Walking in Berlin: A Flaneur in the Capital (MIT Press) by Franz Hessel & Walter Benjamin & Amanda DeMarco
Author:Franz Hessel & Walter Benjamin & Amanda DeMarco
Language: eng
Format: mobi
ISBN: 9780262036351
Publisher: The MIT Press
Published: 2017-04-28T06:00:00+00:00
Berlin’s Boulevard
Tauentzienstraße and Kurfürstendamm have the important cultural task of teaching the Berliner to be a flaneur, unless this urban pastime should at some point become unfashionable. But maybe it’s not too late. The flaneur reads the street, and human faces, displays, window dressings, café terraces, trains, cars, and trees become letters that yield the words, sentences, and pages of a book that is always new. To correctly play the flaneur, you can’t have anything too particular in mind. On the stretch of road between Wittenbergplatz and Halensee, there are now so many possibilities to run errands, eat, drink, to go to a theater, film, or cabaret, that it’s easy to promenade without the risk of developing a set goal, leaving oneself to the unforeseen adventures of the eyes. Glass and artificial light are two great helps, the latter especially when it’s combined with a bit of remaining daylight and twilight. Then everything becomes multiple, new nearnesses and distances come into being, the happiest mixture “où l’indécis au précis se joint.”1
Incandescent advertisements light up and disappear, scroll away and return, altering the height, depth, or shape of their buildings.
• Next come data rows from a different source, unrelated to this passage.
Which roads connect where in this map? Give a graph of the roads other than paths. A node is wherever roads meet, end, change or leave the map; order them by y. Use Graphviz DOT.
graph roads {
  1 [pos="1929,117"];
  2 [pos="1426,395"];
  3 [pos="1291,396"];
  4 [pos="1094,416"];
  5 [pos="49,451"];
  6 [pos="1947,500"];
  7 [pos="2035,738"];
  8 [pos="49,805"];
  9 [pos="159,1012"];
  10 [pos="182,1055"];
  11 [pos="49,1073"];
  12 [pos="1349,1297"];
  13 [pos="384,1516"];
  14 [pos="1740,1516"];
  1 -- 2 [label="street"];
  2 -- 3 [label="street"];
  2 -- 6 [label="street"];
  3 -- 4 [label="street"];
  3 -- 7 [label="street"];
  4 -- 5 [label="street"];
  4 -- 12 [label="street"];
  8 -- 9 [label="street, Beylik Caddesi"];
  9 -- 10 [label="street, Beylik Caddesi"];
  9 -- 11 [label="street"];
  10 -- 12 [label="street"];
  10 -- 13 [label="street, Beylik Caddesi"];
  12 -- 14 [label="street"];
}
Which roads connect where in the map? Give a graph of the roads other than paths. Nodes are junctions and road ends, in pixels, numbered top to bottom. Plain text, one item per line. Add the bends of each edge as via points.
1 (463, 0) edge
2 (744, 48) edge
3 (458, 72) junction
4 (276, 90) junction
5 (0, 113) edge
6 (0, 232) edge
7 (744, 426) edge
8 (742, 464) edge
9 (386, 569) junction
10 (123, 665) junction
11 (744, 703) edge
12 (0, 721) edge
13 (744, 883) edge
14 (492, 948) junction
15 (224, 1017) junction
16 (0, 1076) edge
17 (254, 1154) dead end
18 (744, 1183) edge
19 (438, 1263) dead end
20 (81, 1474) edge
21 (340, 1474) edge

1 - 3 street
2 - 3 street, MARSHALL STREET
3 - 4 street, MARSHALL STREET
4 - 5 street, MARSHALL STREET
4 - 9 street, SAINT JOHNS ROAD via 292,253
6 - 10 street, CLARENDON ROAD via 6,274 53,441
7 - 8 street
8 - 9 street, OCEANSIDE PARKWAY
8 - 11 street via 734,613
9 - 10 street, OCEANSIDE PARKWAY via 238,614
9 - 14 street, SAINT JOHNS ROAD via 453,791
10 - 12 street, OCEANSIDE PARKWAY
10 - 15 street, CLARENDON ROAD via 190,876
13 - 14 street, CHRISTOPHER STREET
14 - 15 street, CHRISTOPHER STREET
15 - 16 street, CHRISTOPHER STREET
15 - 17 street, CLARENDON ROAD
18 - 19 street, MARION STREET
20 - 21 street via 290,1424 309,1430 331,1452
That’s all to the good, especially on the parts of Kurfürstendamm where many dreadful towers, protrusions, and overhangs remain from the darkest days of the private-building boom. Only now do we have the opportunity to crowd them out. These horrid zigzagging additions to the “mutilated houses” (as we used to call them) disappear behind the new architecture of advertising. In these palaces, the excessively high-ceilinged public rooms face the street, and the dark back rooms are for private life, but we can besiege their facades by installing shops in them, liberally simplifying the ground floor. And there are always new shops, because the department stores open gleaming branches here, which simply absorb the best retail shops. New purposes are invented for glass, metal, and wood, giving color to the old-Berlin gray and pale yellow. As soon as one of the buildings becomes dilapidated, or even just needs repair, the new architecture shaves every braid and tress from its boyish head, leaving a clear, linear facade. In front of many cafés, the terraces extend far onto the sidewalk, unifying the building with the street. One of them even has a Parisian-style brazier, to sustain this unity in winter.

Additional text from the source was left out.